つぶやき(2026)
ソロモンと知恵 (1/1/2026)
ソロモンの父ダビデ(BC1040~961)は、ペリシテ最強の戦士でガト出身の巨人ゴリアテを石投げで倒し、古代イスラエル王国第二代国王(在位BC1000~961)となりました。
そして、ダビデの子ソロモン(BC1011~931)は、古代イスラエル王国の第三代国王(在位BC971~931)です。
そのソロモンに神は、夢の中で一つの願いを述べるようにと言いました。
「ソロモンは,民を公平かつ賢明に裁くことができる、知恵と知識を願い求めました。
神は喜び、ソロモンに賢くて理解のある心を与えます。さらに、ソロモンが従順であり続けるなら、富と栄光と長寿を与えるとも約束しました」(旧約聖書・列王記第一・第三章)
これが「ソロモンの知恵」と言われるものです。
今回、ナニが言いたいかと言うと「知恵とはナニか」です。
辞書を引くとチエには「知恵」と「智慧」があります。
「知恵」とは「物事の道理を判断し処理して行く心の動き」
「智慧」は仏教的な意味で「智とは相対世界を観る働き、慧とは相対世界における悟り、つまり、この絶対的世界とは異なる相対的世界における真理を見極める認識力」となっています。
このような「知恵」
多くの人々は、勉学に勤しむことで、人は知恵を付け得ると思い自力で頑張っています。
ですが、ここが知恵あるソロモンと私達の違いです。
ソロモンは、知恵とは神から与えられるもの、神から授かるもの(他力)である事を知っていました。
ですから、夢で神が「願いを一つ言え」と言った時、「知恵を与えてください」と言いました。
ソロモンは、知恵とは人間が努力(自力)しても得られないものだと言う事を知っていたから言えた言葉です。
そのような真の知恵を知らず、猿真似をして浅知恵に狂っている人々を、老子は次の様に諭しています。
老子第十九章
「智恵など追っ払い,知識など捨ててしまえ。
そうすると民衆は,百倍もの利益を得るだろう。
慈愛など追っ払い,正義など捨ててしまえ。
そうすると民衆は,親族間の親愛を取り戻すだろう。
狡知など追っ払い,“効用”など捨ててしまえ。そうすると,泥棒や追いはぎなどいなくなる。このような三様の言い方では,表面的で,十分ではないので,民衆がわかる形で記してみようか──
素朴さはそのままがよい。
生地のままで振る舞え。
利己は控えめに、欲はほどほどがよい」
老子は、人々が知恵だ知識だなどと言っているものが、単なる情報にすぎない事を知っていました。

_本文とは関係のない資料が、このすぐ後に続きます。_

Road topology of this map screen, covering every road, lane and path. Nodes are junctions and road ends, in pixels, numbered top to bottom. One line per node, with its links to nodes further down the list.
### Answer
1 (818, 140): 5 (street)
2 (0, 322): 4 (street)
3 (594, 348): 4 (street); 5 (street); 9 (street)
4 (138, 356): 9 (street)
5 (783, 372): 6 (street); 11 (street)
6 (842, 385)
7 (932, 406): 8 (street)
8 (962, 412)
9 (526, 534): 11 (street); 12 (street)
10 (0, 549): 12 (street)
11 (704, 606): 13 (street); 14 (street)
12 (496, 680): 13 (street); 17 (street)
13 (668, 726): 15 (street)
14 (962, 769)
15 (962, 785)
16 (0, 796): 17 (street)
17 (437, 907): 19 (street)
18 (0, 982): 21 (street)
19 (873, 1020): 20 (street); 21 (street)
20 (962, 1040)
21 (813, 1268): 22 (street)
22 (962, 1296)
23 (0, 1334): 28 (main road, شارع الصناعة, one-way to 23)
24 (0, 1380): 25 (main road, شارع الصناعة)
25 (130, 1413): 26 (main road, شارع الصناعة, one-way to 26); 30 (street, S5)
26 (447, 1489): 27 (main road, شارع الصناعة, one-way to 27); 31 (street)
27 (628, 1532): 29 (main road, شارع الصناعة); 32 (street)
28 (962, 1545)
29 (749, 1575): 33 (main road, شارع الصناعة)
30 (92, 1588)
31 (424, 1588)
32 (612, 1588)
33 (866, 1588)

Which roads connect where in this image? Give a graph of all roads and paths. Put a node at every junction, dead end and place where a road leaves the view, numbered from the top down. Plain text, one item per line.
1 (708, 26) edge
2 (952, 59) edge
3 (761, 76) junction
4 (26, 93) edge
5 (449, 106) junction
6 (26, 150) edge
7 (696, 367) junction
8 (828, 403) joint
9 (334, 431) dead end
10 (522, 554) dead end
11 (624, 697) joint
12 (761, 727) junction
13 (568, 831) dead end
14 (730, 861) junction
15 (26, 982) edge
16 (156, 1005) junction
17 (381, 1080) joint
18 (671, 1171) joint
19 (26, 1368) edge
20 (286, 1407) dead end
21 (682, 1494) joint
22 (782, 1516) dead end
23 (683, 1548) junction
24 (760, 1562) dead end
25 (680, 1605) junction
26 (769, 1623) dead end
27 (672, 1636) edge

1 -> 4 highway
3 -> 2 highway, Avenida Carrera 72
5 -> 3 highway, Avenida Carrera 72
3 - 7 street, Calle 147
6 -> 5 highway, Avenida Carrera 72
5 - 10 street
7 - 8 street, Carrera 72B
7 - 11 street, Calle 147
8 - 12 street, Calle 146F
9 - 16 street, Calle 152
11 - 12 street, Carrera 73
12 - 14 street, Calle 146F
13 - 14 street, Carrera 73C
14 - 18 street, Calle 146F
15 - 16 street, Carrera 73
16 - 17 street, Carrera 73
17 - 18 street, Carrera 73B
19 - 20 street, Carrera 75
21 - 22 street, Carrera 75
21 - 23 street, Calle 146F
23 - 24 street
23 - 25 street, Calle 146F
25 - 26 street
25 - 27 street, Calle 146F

その様な情報をいくら頭に詰め込んでも、人のためにも自分のためにもならずにかえって害になると老子は言っています。
なぜなら、情報とは過去の記録にすぎません。
明日を創造するのに、過去の情報を基にしていたのでは、なんら新しきものは生み出されません。
こんな事を言うと「人類は進歩してきたではないか」と言う人達がいる事でしょう。
人類の進歩発展に寄与して来た人々とは、真の知識と知恵を神から授かった人々です。
その様な人々がいたから、人類は進歩し発展してきました。
ですが、その進歩を浅知恵にたけた人々が悪用してしまうものです。
それが、今の世界の状況です。
いかに神とつながり、神から知恵と知識を授かった人の少ないことか。
偽りの知恵を持ち神をも恐れない人々が、神とつながり神から知恵と知識を授かった人達をどれ程までに迫害してきたことか。
ソロモンは、旧約聖書・伝道の書で言います。
『空の空、空の空、いっさいは空である。
日の下で人が労するすべての労苦は、その身になんの益があるか。
世は去り、世はきたる。しかし地は永遠に変らない。
あなたの若い日に、あなたの造り主を覚えよ。
悪しき日がきたり、年が寄って、「わたしにはなんの楽しみもない」と言うようにならない前に、また日や光や、月や星の暗くならない前に、雨の後にまた雲が帰らないうちに、そのようにせよ』
最後に「他力と自力」についてですが、「他力と自力」とは言い変えたら「神を知った人と知らない人」と言えます。
神を知らず、神がいない人では、神や真我はナニもできません。
神を知らず、神がいない人には、神や真我は知恵を与えようがありません。
ですから、「神を求めよ」と言った時に、神を知らない人は単純にそのまま「神様!神様!」と神を求めます。
その様に神を求めるから、神は逃げて行きます。
では、どうしたら良いのか。
来月まで、お考え下さい。
これが「引き寄せの法則」につながります。